O deputado Daniel Silveira (União Brasil-RJ) subiu à tribuna da Câmara na semana que passou para reclamar do não cumprimento da Constituição por parte de ministros do Supremo Tribunal Federal. Foi um discurso ousado. É bom lembrar que ele já esteve preso, injustamente, por ordem do próprio STF.
Silveira foi detido um ano atrás, às 11 horas da noite, em casa, embora o artigo 5º da Constituição esteja escrito que a casa é o asilo inviolável do cidadão, a menos que ele esteja em flagrante delito. Mas o ministro Alexandre de Moraes inventou um tal de flagrante continuado, pelo fato de as ofensas feitas a ministros do STF estarem em um vídeo na redes sociais.
Na tribuna, Silveira usou uma linguagem muito dura, mas a Constituição diz, no artigo 53, que deputados e senadores são invioláveis por quaisquer de suas opiniões, palavras e votos. Não estou dizendo que concordo com a linguagem dele, mas sim que a gente tem que defender a Constituição. Se não, estamos perdidos, não haverá nada mais para nos defender.
Ainda em seu discurso, o deputado perguntou se não entendiam o que significava a palavra “quaisquer”, porque ele foi preso mais de uma vez por suas opiniões, algo que a Constituição lhe assegura. Posso discordar do estilo e do que ele disse, mas está garantido na lei, o que é que se pode fazer? Temos que seguir a Constituição, ipsis literis, assim como está escrito, porque ela é cidadã, ela é muito clara.
Pois bem, depois dessa fala na tribuna, a subprocuradora da República Lindôra Araújo oficiou ao Supremo para que Silveira volte a usar a tornozeleira eletrônica e que não possa sair de Petrópolis, onde mora, ou de Brasília. O ministro Alexandre de Moraes, alvo das críticas do deputado, aceitou o pedido do MP.

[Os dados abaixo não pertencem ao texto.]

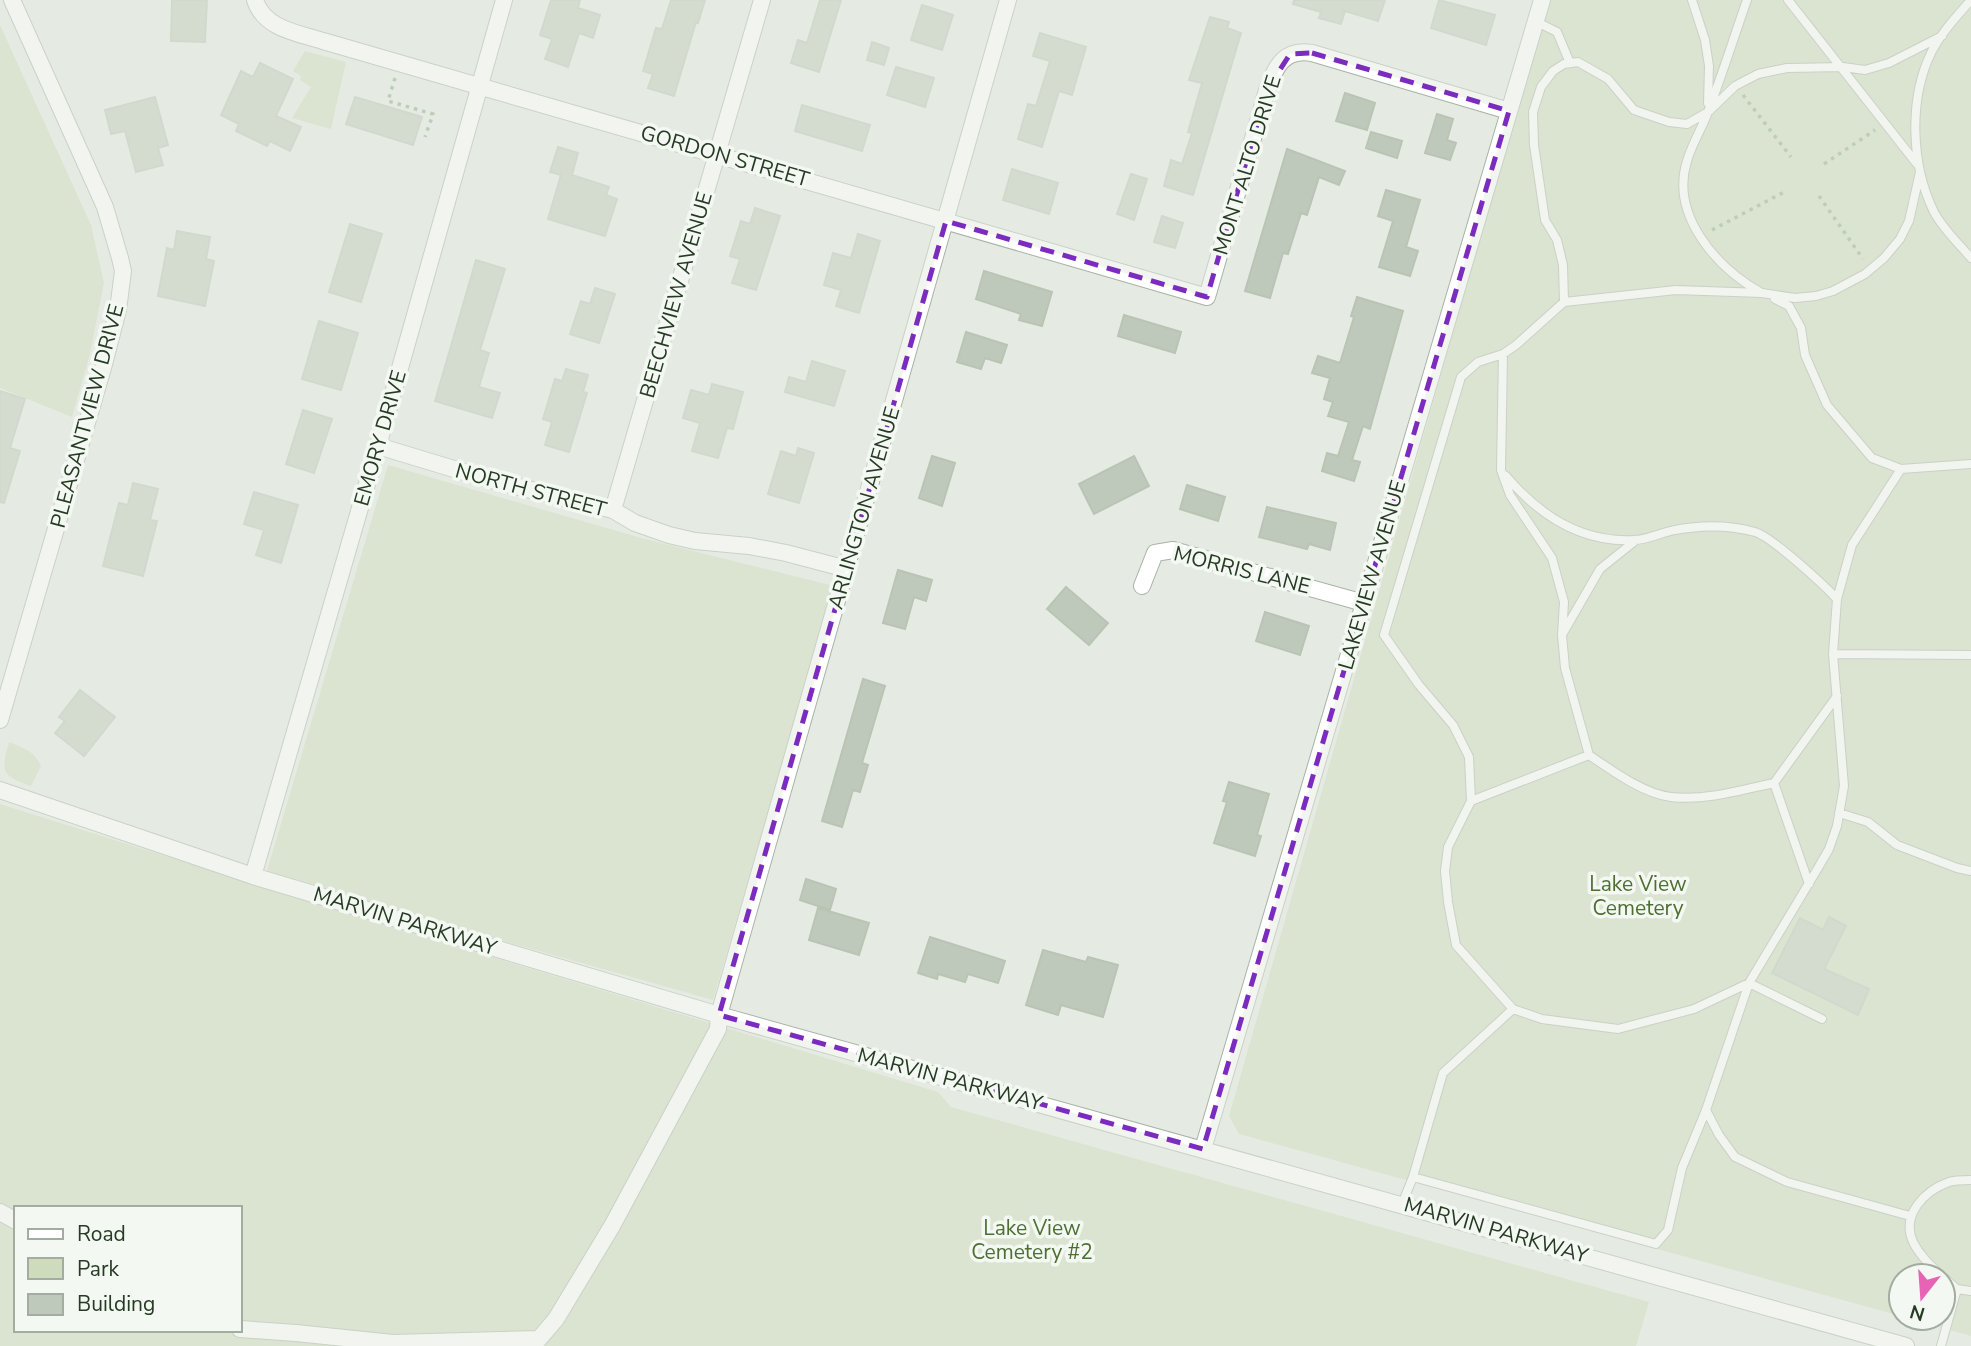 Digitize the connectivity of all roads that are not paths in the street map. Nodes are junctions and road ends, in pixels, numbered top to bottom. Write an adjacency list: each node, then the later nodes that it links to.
1 (12, 0): 40 (street, PLEASANTVIEW DRIVE)
2 (255, 0): 15 (street, GORDON STREET)
3 (504, 0): 15 (street, EMORY DRIVE)
4 (762, 0): 18 (street, BEECHVIEW AVENUE)
5 (1008, 0): 20 (street, ARLINGTON AVENUE)
6 (1542, 0): 11 (street, LAKEVIEW AVENUE)
7 (1692, 0): 17 (lane)
8 (1746, 0): 17 (lane)
9 (1788, 0): 14 (lane)
10 (1970, 1): 12 (lane)
11 (1535, 21): 13 (lane); 16 (street, LAKEVIEW AVENUE)
12 (1941, 36): 14 (lane); 19 (lane)
13 (1570, 64): 17 (lane); 24 (lane)
14 (1843, 67): 17 (lane); 19 (lane)
15 (480, 85): 18 (street, GORDON STREET); 26 (street, EMORY DRIVE)
16 (1509, 111): 23 (street, MONT ALTO DRIVE); 35 (street, LAKEVIEW AVENUE)
17 (1708, 112): 22 (lane)
18 (717, 154): 20 (street, GORDON STREET); 30 (street, BEECHVIEW AVENUE)
19 (1918, 168): 21 (lane); 22 (lane)
20 (946, 221): 23 (street, GORDON STREET); 32 (street, ARLINGTON AVENUE)
21 (1971, 258)
22 (1762, 293): 24 (lane); 28 (lane)
23 (1207, 297)
24 (1564, 302): 25 (lane)
25 (1503, 354): 29 (lane); 44 (lane)
26 (378, 446): 30 (street, NORTH STREET); 47 (street, EMORY DRIVE)
27 (1971, 464): 28 (lane)
28 (1901, 469): 34 (lane)
29 (1502, 470): 31 (lane); 36 (lane)
30 (613, 510): 32 (street, NORTH STREET)
31 (1635, 541): 34 (lane); 36 (lane)
32 (847, 569): 51 (street, ARLINGTON AVENUE)
33 (1142, 586): 35 (street, MORRIS LANE)
34 (1837, 599): 37 (lane)
35 (1364, 603): 54 (street, LAKEVIEW AVENUE)
36 (1562, 635): 41 (lane)
37 (1833, 654): 38 (lane); 39 (lane)
38 (1971, 655)
39 (1837, 696): 42 (lane); 45 (lane)
40 (0, 720)
41 (1588, 755): 42 (lane); 44 (lane)
42 (1774, 783): 48 (lane)
43 (0, 790): 47 (street, MARVIN PARKWAY)
44 (1471, 801): 50 (lane)
45 (1839, 813): 46 (lane); 48 (lane)
46 (1971, 871)
47 (253, 876): 51 (street, MARVIN PARKWAY)
48 (1809, 884): 49 (lane)
49 (1749, 983): 50 (lane); 52 (lane); 53 (lane)
50 (1513, 1009): 55 (lane)
51 (719, 1015): 54 (street, MARVIN PARKWAY); 64 (street, ARLINGTON AVENUE)
52 (1822, 1019)
53 (1706, 1110): 55 (lane); 58 (lane)
54 (1203, 1149): 57 (street, MARVIN PARKWAY)
55 (1413, 1177): 57 (lane)
56 (1971, 1180): 58 (lane)
57 (1402, 1204): 65 (street, MARVIN PARKWAY)
58 (1910, 1216): 59 (lane)
59 (1927, 1262)
60 (1957, 1289): 61 (lane)
61 (1971, 1291)
62 (242, 1329): 63 (street)
63 (365, 1343): 64 (street)
64 (536, 1343)
65 (1906, 1346) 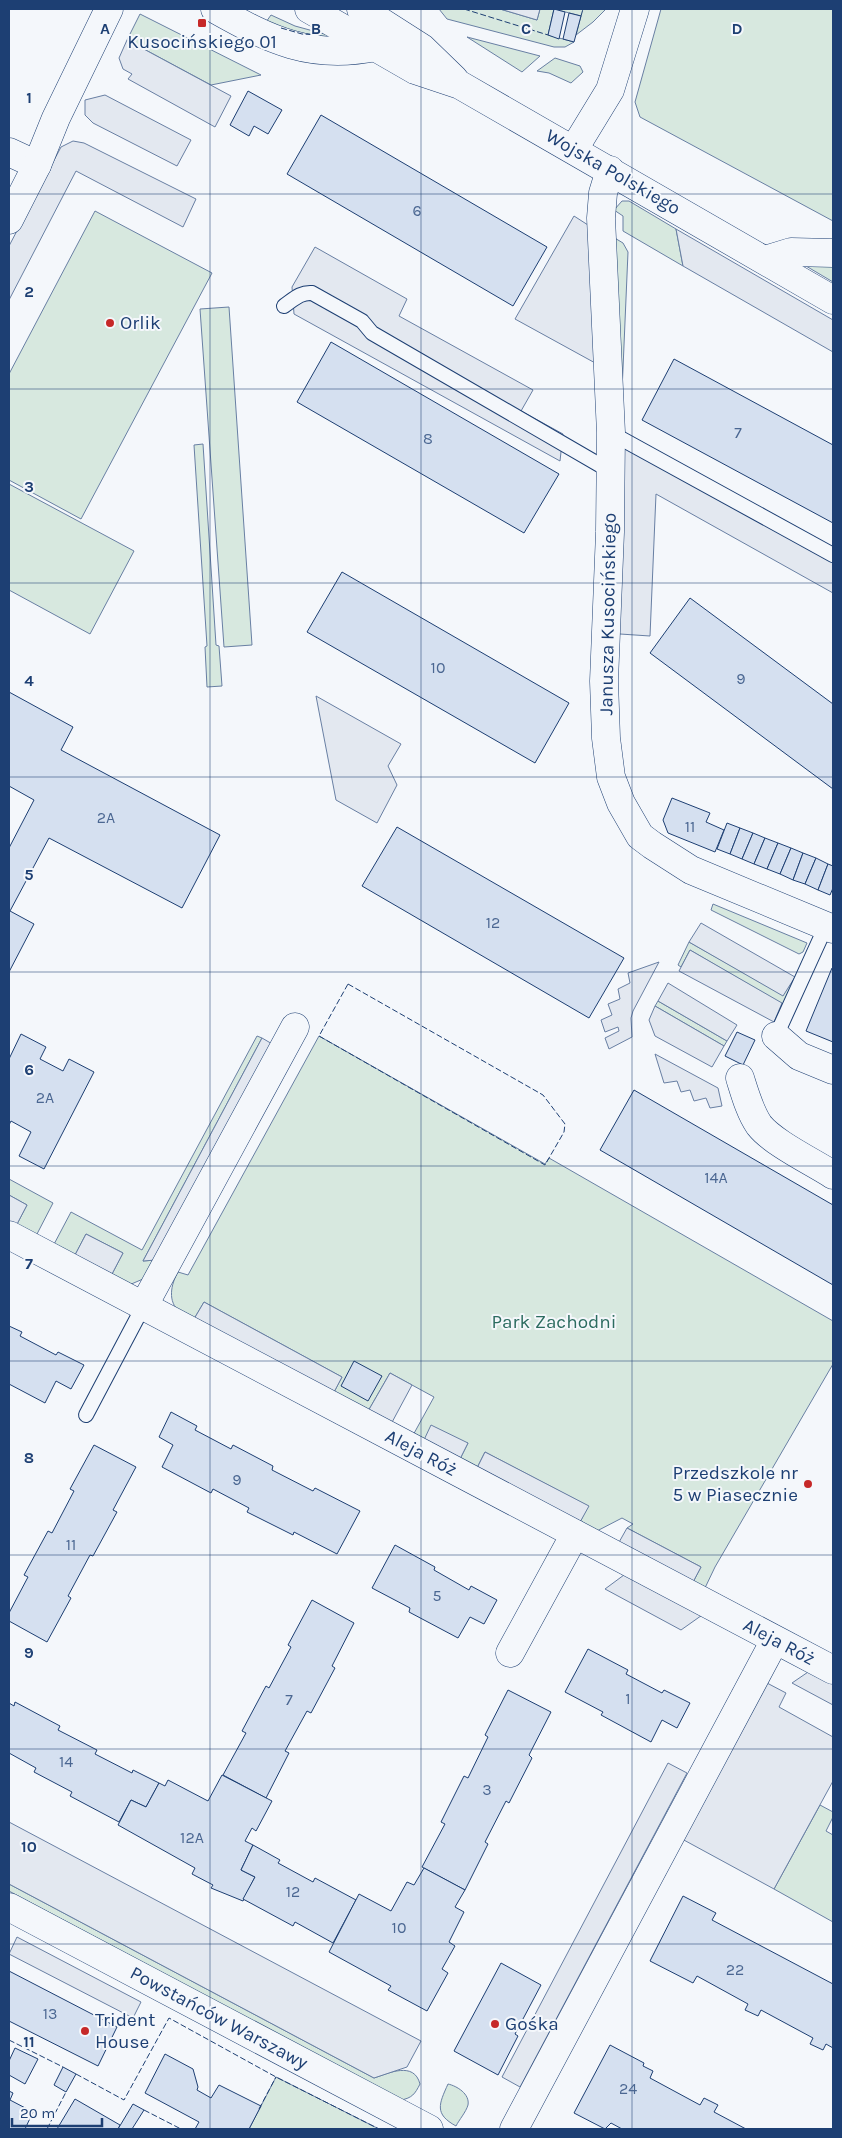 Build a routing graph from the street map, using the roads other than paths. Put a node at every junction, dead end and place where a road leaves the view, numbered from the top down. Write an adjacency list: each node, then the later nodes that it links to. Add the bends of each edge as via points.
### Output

Lindôra chegou a escrever no pedido que o parlamentar tenta abolir a democracia, o que é sem dúvida um exagero. Eu acho que a abolição da democracia pode se dar, pouco a pouco, quando não se respeita a Constituição, porque ela é o cerne da democracia.
Leis casuísticas
Tenho pena do Tribunal Superior Eleitoral que terá de aplicar nesse ano leis casuísticas, será uma loucura. A cada eleição surge uma lei especial. Está escrito na lei: não pode fazer propaganda eleitoral antes de 15 de agosto.
Com base nisso, o Partido Liberal reclamou que num festival de música lá em São Paulo foi mostrada uma bandeira do Lula e falado mal do presidente Jair Bolsonaro. Um juiz do TSE, que é também do Superior Tribunal de Justiça, proibiu manifestações políticas no festival e determinou multa de R$ 50 mil por vez que essa decisão seja descumprida.
Mas o que é propaganda eleitoral? Segundo os juristas, é pedir claramente voto para um candidato e recomendar que não se vote em outro candidato. Qualquer dessas duas opções é propaganda eleitoral e o resto não é. Fazer apologia de pessoas, de ideias, de doutrinas, etc, não é, mas é um negócio muito subjetivo.
Por exemplo, o ex-presidente Lula foi a Niterói (RJ) neste fim de semana comemorar o centenário do PCdoB. Estavam lá vários políticos: a presidente do PT, Gleisi Hoffmann; o ex-ministro Aloisio Mercadante; o ex-senador Lindbergh Faria; o deputado Marcelo Freixo; a ex-deputada Manuela D’Ávila; e o governador de Pernambuco, Paulo Câmara, do PSB. O evento chamava-se festival vermelho e Lula fez discurso falando mal do adversário e bem do governo dele, enfim.
Ao mesmo tempo, no domingo, teve um evento do PL no Centro de Convenções de Brasília para filiação de apoiadores de Bolsonaro que serão candidatos. Também teve discurso de Bolsonaro, que disse que a luta neste ano não será entre a direita e a esquerda, mas entre o bem e o mal.
Estavam lá aliados dele que serão candidatos: João Roma ao governo da Bahia; Tarcísio Freitas ao governo de São Paulo; Gilson Machado ao Senado por Pernambuco; e Marcos Pontes a deputado por São Paulo. O ministro Braga Netto, provável vice de Bolsonaro, não foi ao evento para evitar qualquer enquadramento na lei.
Então, são manifestações políticas e eleitorais. Mas a lei quer restringir o que está liberado pela Constituição, que fala na livre manifestação do pensamento, das ideias, da expressão, sem censura, e a lei tenta censurar. Esse vai ser um problema sério para o TSE, porque ele é o tribunal da apelação, que terá sempre que resolver esse tipo de conflito.